[Collected data]
════════════════════
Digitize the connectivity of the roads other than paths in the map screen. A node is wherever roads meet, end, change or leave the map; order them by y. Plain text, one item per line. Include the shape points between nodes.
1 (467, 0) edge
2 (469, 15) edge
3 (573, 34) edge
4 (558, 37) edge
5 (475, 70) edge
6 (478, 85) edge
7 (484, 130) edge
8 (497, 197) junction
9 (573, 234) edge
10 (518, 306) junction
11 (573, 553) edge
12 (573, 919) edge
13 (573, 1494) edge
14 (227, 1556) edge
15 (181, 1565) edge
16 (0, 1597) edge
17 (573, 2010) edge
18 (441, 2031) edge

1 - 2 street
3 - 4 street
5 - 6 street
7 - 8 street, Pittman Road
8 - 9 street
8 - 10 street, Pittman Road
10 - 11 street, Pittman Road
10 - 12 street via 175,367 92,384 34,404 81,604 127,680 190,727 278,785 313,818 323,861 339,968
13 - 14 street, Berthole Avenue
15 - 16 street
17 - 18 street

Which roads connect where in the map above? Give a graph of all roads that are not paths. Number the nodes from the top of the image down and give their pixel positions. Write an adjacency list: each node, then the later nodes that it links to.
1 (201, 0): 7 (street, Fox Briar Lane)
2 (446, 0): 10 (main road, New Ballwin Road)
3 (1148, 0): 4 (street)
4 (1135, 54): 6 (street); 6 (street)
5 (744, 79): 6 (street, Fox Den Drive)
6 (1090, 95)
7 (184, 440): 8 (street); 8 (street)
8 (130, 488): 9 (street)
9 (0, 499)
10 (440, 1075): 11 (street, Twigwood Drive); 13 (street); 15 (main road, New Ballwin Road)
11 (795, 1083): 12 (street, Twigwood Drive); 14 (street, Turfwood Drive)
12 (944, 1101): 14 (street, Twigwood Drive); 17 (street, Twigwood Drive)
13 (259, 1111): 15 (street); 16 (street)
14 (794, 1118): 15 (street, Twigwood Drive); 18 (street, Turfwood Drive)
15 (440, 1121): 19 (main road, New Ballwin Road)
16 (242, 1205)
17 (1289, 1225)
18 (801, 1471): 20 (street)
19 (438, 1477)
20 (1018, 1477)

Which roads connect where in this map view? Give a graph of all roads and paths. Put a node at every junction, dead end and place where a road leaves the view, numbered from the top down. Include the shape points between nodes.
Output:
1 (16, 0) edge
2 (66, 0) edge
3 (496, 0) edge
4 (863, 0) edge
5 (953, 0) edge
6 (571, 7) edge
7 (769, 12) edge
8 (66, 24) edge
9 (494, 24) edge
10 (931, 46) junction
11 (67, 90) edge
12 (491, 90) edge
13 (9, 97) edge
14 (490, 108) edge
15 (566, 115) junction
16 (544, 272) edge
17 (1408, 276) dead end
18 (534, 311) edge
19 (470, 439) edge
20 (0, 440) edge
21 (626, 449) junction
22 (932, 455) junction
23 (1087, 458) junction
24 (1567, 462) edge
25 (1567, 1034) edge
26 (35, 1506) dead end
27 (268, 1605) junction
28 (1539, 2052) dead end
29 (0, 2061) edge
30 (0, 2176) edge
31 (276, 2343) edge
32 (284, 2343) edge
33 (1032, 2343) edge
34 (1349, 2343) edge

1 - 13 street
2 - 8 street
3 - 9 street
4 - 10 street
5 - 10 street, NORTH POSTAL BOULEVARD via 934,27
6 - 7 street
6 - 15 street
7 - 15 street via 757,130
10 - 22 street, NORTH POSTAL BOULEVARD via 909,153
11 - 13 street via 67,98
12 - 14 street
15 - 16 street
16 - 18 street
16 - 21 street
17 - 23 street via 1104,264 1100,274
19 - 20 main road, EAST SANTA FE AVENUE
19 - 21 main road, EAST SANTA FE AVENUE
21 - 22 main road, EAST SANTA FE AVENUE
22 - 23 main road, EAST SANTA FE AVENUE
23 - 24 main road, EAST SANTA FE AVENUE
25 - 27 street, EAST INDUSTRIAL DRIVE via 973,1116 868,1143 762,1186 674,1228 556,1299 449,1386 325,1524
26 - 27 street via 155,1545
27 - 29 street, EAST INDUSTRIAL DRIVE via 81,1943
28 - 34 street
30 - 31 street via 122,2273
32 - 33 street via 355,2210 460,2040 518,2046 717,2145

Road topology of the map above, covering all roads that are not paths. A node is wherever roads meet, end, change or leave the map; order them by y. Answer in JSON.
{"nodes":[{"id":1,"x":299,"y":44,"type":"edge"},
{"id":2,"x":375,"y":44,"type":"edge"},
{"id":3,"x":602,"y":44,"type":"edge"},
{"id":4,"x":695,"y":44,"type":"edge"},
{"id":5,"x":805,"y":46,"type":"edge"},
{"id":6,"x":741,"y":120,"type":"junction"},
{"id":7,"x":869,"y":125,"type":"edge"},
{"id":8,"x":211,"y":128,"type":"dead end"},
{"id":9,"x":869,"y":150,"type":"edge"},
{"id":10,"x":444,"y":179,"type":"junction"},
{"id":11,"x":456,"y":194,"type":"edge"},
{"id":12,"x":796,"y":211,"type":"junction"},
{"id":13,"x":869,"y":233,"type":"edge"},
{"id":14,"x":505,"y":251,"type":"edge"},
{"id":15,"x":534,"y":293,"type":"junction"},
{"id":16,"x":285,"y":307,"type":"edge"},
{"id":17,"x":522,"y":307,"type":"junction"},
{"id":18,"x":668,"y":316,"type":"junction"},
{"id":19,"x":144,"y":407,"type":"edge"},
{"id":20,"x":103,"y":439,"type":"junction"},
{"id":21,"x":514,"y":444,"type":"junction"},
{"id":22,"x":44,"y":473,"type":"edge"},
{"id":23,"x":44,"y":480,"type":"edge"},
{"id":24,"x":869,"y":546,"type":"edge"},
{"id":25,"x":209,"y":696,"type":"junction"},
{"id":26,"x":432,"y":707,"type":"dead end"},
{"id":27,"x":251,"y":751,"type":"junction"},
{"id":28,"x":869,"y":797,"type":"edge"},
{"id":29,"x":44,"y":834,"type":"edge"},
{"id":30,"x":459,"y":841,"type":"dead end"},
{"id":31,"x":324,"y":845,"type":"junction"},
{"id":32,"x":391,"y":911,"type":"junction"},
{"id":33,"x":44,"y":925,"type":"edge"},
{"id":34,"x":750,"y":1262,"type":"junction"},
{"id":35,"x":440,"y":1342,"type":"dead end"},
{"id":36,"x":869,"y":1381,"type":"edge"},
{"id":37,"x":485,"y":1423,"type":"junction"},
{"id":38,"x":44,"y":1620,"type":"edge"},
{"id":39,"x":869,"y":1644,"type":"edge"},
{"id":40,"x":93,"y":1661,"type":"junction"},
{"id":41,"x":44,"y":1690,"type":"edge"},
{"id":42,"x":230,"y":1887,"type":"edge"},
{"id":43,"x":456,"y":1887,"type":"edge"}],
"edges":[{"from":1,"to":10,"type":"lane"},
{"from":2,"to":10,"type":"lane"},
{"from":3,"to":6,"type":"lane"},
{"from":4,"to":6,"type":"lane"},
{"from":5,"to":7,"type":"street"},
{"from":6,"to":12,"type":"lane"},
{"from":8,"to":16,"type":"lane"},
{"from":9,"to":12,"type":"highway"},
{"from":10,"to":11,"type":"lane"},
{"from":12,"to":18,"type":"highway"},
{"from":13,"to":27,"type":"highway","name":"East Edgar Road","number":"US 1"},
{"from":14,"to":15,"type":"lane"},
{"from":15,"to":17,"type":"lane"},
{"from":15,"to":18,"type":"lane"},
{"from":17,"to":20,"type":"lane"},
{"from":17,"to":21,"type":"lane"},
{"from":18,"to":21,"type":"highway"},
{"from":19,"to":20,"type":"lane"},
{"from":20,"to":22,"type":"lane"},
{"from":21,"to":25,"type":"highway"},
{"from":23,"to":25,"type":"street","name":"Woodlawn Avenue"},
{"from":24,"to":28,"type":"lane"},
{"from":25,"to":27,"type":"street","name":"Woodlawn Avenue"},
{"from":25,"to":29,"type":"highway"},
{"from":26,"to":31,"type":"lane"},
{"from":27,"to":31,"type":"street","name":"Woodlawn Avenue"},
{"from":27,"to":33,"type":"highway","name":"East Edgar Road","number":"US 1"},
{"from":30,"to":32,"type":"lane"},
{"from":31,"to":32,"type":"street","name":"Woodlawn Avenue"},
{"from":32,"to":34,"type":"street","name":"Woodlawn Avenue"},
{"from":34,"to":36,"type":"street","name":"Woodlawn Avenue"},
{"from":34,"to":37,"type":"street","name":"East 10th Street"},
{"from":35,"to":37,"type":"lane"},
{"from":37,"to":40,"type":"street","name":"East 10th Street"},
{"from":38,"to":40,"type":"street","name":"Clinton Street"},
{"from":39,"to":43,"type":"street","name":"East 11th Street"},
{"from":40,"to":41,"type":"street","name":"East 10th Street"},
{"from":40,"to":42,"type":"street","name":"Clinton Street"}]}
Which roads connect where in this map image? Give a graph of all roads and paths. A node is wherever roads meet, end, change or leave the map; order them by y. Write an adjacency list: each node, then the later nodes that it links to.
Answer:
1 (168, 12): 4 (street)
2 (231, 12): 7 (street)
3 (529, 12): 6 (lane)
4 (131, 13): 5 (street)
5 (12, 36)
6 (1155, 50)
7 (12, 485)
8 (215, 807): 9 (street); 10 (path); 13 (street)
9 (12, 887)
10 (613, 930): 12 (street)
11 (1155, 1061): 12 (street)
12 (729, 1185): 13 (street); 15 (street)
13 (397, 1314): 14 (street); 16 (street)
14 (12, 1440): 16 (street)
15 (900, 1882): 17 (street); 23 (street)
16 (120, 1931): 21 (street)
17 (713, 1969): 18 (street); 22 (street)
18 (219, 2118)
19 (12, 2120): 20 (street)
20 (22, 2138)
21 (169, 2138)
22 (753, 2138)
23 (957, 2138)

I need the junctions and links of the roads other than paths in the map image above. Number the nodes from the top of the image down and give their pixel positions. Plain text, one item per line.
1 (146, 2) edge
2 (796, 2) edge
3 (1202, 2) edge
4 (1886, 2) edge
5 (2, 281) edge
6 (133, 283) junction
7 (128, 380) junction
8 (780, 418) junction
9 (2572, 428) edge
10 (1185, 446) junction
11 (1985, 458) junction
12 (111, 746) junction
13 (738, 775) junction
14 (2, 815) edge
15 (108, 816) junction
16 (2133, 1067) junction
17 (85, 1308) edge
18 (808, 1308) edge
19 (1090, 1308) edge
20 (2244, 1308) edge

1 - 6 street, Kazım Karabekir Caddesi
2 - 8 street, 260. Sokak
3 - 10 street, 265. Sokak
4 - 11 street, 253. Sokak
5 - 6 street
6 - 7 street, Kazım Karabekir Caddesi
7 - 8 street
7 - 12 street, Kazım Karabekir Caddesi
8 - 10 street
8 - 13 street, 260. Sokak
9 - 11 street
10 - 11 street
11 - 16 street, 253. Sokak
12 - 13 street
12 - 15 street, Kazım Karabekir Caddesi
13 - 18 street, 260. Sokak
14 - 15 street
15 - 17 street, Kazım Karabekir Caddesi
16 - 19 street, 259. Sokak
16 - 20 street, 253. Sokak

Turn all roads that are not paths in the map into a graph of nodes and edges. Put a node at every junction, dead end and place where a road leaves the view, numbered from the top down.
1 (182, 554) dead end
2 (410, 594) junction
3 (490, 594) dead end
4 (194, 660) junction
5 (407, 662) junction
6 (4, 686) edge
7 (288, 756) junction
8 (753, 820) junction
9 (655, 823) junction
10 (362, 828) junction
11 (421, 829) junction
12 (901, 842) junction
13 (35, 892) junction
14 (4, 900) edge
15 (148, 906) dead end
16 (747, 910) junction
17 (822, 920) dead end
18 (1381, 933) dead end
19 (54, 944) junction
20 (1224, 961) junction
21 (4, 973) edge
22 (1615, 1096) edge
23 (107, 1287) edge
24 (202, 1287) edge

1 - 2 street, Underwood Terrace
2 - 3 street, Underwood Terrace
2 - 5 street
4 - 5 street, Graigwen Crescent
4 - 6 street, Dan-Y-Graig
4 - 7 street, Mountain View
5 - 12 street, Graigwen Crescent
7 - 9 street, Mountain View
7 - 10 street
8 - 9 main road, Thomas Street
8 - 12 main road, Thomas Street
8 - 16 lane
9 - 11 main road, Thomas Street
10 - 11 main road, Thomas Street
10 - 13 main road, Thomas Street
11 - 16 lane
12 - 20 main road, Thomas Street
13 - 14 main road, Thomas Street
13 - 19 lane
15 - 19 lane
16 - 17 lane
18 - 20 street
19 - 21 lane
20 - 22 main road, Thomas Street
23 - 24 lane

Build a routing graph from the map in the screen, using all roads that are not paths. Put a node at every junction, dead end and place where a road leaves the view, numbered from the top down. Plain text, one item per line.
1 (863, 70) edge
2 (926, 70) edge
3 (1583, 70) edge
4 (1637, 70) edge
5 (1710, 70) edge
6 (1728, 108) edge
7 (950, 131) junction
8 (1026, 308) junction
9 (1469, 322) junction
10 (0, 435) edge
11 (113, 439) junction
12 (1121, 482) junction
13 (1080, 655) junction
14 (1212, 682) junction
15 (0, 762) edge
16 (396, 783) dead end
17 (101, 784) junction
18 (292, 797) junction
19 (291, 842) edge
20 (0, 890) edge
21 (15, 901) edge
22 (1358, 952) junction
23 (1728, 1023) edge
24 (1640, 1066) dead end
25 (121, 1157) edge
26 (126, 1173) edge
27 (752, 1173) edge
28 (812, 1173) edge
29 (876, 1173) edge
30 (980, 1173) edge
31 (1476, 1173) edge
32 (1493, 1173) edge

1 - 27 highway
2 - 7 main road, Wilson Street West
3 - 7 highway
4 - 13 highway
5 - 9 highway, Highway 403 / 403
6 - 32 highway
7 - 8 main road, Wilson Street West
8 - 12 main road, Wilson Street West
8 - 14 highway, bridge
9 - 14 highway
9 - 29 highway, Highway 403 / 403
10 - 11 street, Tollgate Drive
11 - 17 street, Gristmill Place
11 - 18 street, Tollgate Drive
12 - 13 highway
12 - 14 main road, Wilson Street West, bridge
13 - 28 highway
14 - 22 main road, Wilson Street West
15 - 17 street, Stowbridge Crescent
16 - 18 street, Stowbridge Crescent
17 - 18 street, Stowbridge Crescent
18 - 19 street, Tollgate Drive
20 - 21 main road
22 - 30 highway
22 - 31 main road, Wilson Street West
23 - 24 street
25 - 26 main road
════════════════════
■ What is expected
Which lines hold the word "INDUSTRIAL"? Copy each of them from the records.

■ Answer to the problem
25 - 27 street, EAST INDUSTRIAL DRIVE via 973,1116 868,1143 762,1186 674,1228 556,1299 449,1386 325,1524
27 - 29 street, EAST INDUSTRIAL DRIVE via 81,1943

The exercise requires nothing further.